Prince Eric (James Gittins) looked the part and was ably supported by Grimsby (Joe Buxton) with the usual air of overstated importance the role calls for. King Triton (Marcus Wesley) acted well getting across both his frustration and caring for Ariel

Sebastian (Richard Vickers) brought some great humour to the show along with Chef Louis (Rosie Pearce) and both performed well. Hayley Holford looked small as Flounder in comparison to Sebastian and Ariel but this really worked and she was a joy to watch with great delivery of her lines.

Having to have six Mersisters can show weaknesses in depth of vocal quality for a society but this was not the case as they all had great voices, excellent harmony and slick heely work in their choreographed numbers. Alison Jones had obviously worked hard to deliver all the great dances. The music was of a very high standard with a live band keeping the songs moving, both Ian Pickford and his assistant Becky Morley should be congratulated.

Ursula’s (Ella Beaumont) villainous and powerful character came through well and her dress looked incredible adding to her character as the integral lights gave an eerie feeling as she emerged from her cave.  Ariel (Lizzie Lomas) looked and moved like a Disney Princess, her emotions came through well and had a lovely uncertain air with all things human which made us all giggle. Both Ursula and Ariel had quality voices and their numbers ‘Poor unfortunate Souls’ and ‘Part of Your World’ were excellent moments in the show. Another stand out performance was that of Ben Birkett as Scuttle and although a small role his acting and singing combined with comedy timing really entertained the audience.

Along with the audience we all had an excellent afternoon, I was very impressed with the standard and professionalism of these young actors and singers and can’t wait for their next production.
NODA, 21st November 2015

When Congleton Amateur Youth Theatre staged Disney’s’ The Little Mermaid Jr at Daneside theatre last week, judging by the audience reaction, the musical was anything but shallow.

There were waves of laughter from the children who were obviously fans of the animated film they’ve no doubt watched on TV dozens of times.

Adapted from the 2008 Broadway Production, the show featured hit songs Part of your World, She’s in Love and the Oscar-winning Under the Sea.

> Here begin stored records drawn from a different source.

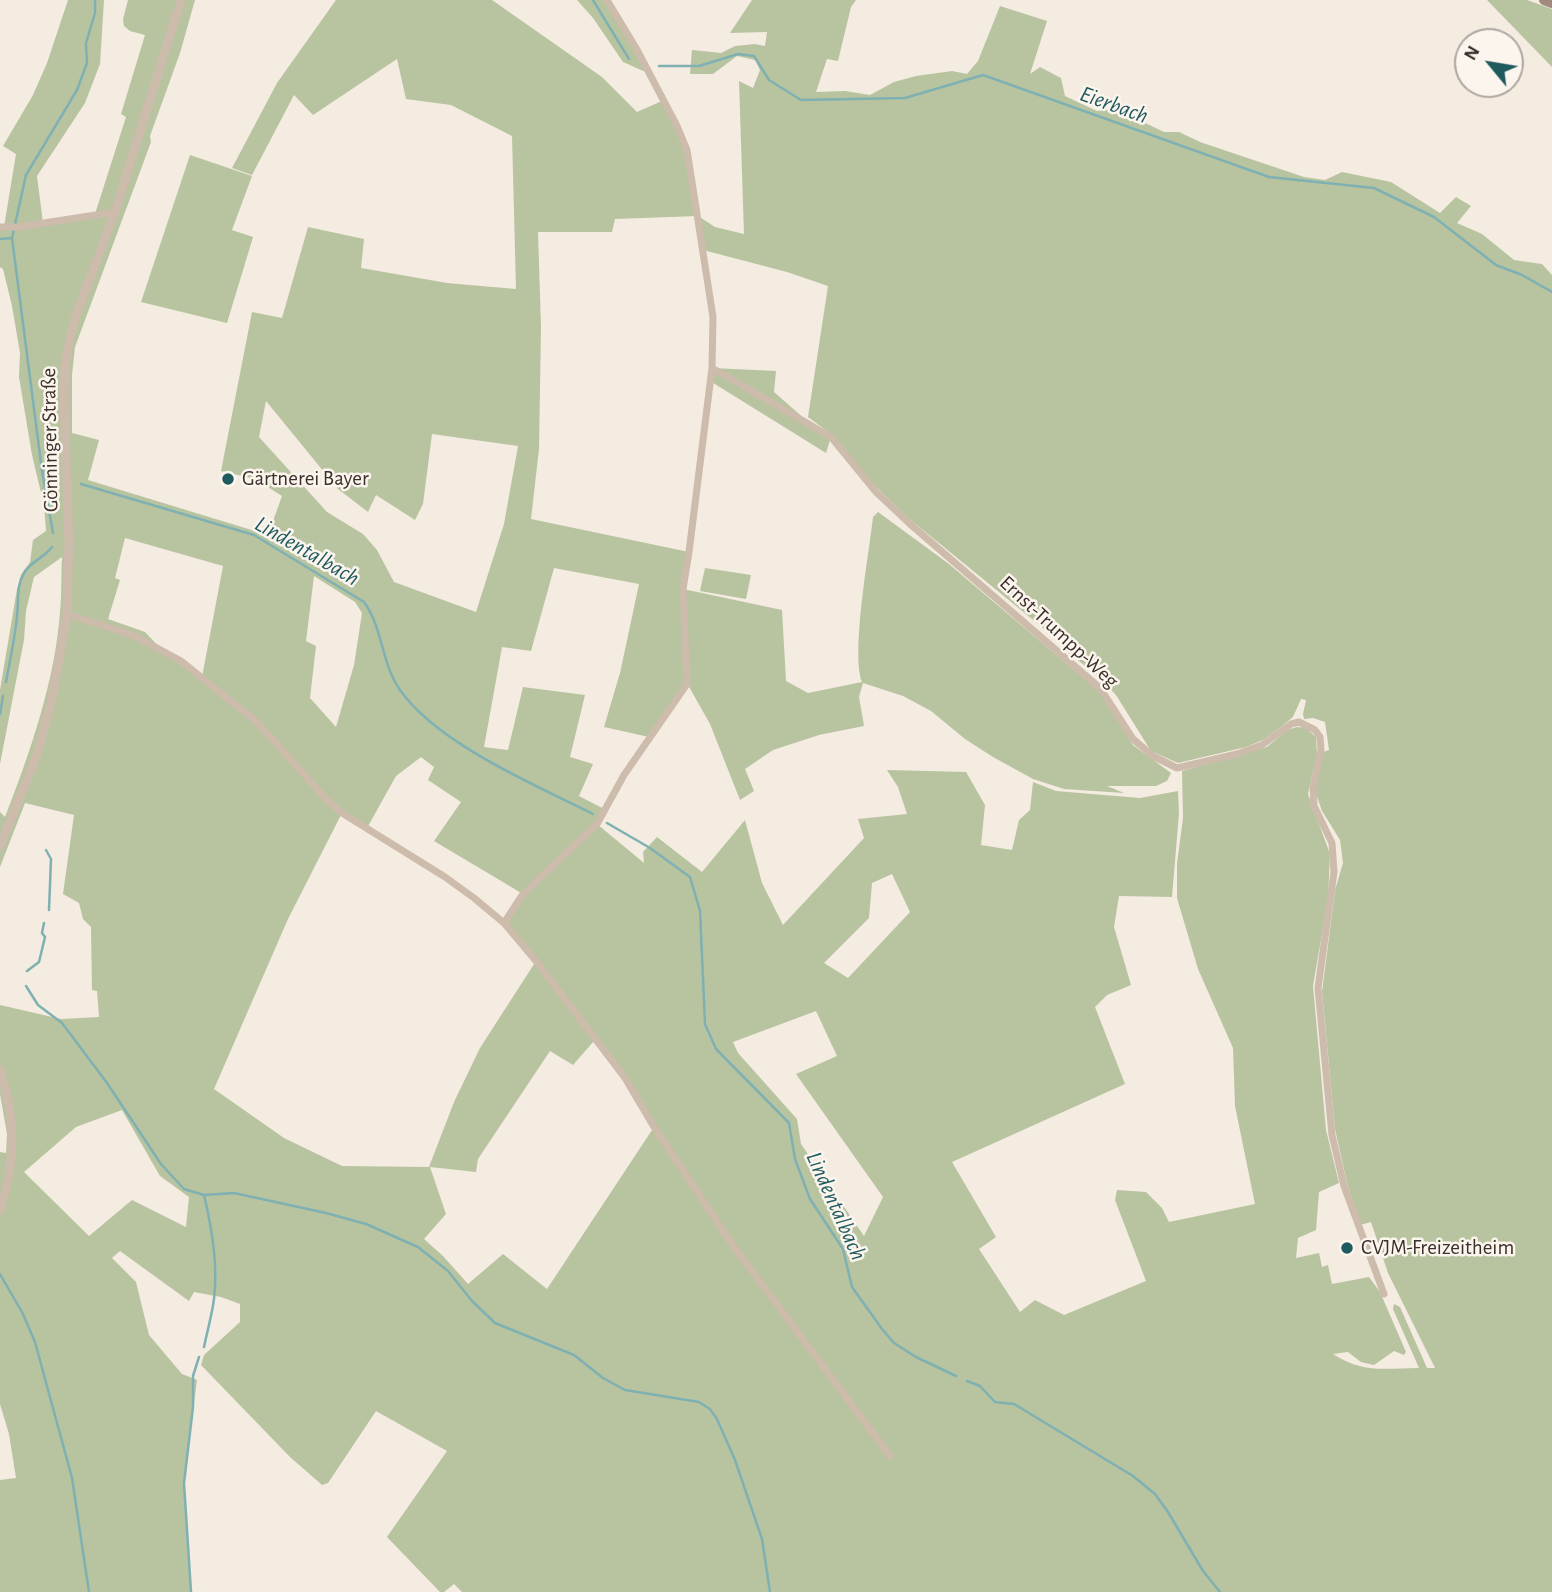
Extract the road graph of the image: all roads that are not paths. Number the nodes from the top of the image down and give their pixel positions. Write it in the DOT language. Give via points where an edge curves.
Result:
graph roads {
  1 [pos="181,0"];
  2 [pos="607,0"];
  3 [pos="1544,0"];
  4 [pos="1552,3"];
  5 [pos="115,212"];
  6 [pos="2,227"];
  7 [pos="712,368"];
  8 [pos="67,614"];
  9 [pos="0,846"];
  10 [pos="504,923"];
  11 [pos="0,1070"];
  12 [pos="0,1210"];
  13 [pos="1384,1294"];
  14 [pos="890,1456"];
  1 -- 5 [label="street, Gönninger Straße"];
  2 -- 7 [label="street" via="687,150 713,317"];
  3 -- 4 [label="main road"];
  5 -- 6 [label="street"];
  5 -- 8 [label="street, Gönninger Straße" via="75,318 65,366"];
  7 -- 10 [label="street" via="682,589 687,684 624,775 597,824 523,894"];
  7 -- 13 [label="street, Ernst-Trumpp-Weg" via="831,437 876,492 910,524 1100,688 1133,740 1153,756 1177,768 1262,745 1291,724 1299,722 1315,730 1321,750 1314,806 1332,843 1333,862 1318,988 1332,1135 1344,1186"];
  8 -- 9 [label="street, Gönninger Straße" via="40,744"];
  8 -- 10 [label="street" via="135,636 181,661 257,722 342,813 445,877"];
  10 -- 14 [label="street" via="625,1078 731,1243"];
  11 -- 12 [label="street" via="13,1146"];
}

It followed the famous Disney movie derived from the Hands Christian Andersen tale of the beautiful young mermaid Ariel who falls in love with the human Prince Eric.

The role of Ariel was taken by Lizzie Lomas who gave an outstanding performance equally matched by her on-stage rival and all-time wicked sea witch Ursula, played by Ella Beaumont.

The story begins when Ariel becomes fascinated with the human world and longs to live there but her farther Kin Triton is very angry when he hears she has been to the surface.

In desperation Ariel turns to the sea witch, who gives Ariel legs in exchange for her voice, promising she will remain human as long as the prince kisses her by sunset on the third day.

However, Ursula had treachery and deceit on her mind, which left some dangerous but comical adventures for Ariel and her friends, Flounder the fish, Sebastian the crab and Scuttle the seagull.

All the supporting sea creatures, both frolicsome and dastardly were on board, and with their impressive costumes and comical impersonations they left the audience wanting more.

Sebastian (Richard Vickers) and Scuttle (Ben Birkett) were hilarious, giving convincing performances as Ariel’s’ sidekicks.

Overall the play delivered on all of its promises. It was enchanting, funny and an utter joy for all Little Mermaid fans.
Congleton Chronicle, 27th November 2015

Asking an old cynic such as myself to review The Little Mermaid is a bit like inviting Mr Scrooge to Christmas dinner, or introducing your unmarried daughter to Bluebeard. As I was entirely unfamiliar with the show, I asked my colleague Cath about TLM and she treated me to a rendition of Under the Sea and offered me a small child to take with me. In the event I needn’t have worried, as a good time was had by all.

The story is loosely based on a Hans Christian Anderson story, and features the time-honoured themes of forbidden love across the divide and good versus evil, as handsome, adventurous prince with legs falls for feisty girl with fins; while a wicked witch does her dastardly best to put a spanner in the works.

Lizzie Lomas as Ariel excels, with beauty, character, stage presence and a singing voice of great purity and clarity. Other stand-out performances include Ella Beaumont, who plays wicked sea witch Ursula with more than a hint of Glenn Close at her nastiest. Her singing is fabulously evil. There is a confident performance by Richard Vickers as Sebastian the crab, and one of the highlights of the show is his leadership of the company in a rousing version of the Oscar-winning calypso number Under the Sea.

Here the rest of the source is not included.